Apolipoprotein A1 and heterogeneous nuclear ribonucleoprotein E1 implicated in the regulation of embryo implantation by inhibiting lipid peroxidation.

It is known that apolipoprotein A1 (apoA1) is a stimulator of endothelial nitric oxide synthase (eNOS), and that heterogeneous nuclear ribonucleoprotein E1 (hnRNP-E1)-containing RNP complexes is a key protector of basal stabilization of eNOS mRNA. Recently, we found that apoA1 and hnRNP-E1 were up-regulated during peri-implantation period, and the purpose of this study was to explore the roles of apoA1 and hnRNP-E1 during this period in the mouse. It was found that the up-regulation of apoA1 and hnRNP-E1 were dependent on the presence and status of blastocysts, on endometrial decidualization and on the progesterone and 17β-oestradiol status. Knockdown of apoA1 or hnRNP-E1 both resulted in reduced numbers of embryo implantations and neonates (P < 0.01), and lipid peroxidation was found to be involved.
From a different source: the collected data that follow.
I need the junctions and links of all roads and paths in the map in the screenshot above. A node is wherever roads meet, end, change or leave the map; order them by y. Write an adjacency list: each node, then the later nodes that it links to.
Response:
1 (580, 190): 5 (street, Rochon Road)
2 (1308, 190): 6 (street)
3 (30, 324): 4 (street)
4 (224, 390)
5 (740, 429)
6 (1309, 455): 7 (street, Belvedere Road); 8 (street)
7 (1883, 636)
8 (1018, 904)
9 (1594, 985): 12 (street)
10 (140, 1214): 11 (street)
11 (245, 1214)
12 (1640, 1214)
On pregnancy day 5 eNOS expression and superoxidase dismutase (SOD) quantity were increased, and malondialdehyde (MDA) quantity was decreased at implantation sites. The knockdown of either apoA1 or hnRNP-E1 led to down-regulation of eNOS (P < 0.01) and to an increase in the quantity of MDA (P < 0.05), and a decrease in the amount of SOD (P < 0.01). These findings suggest that apoA1 and hnRNP-E1 may play roles in embryo implantation by inhibiting lipid peroxidation.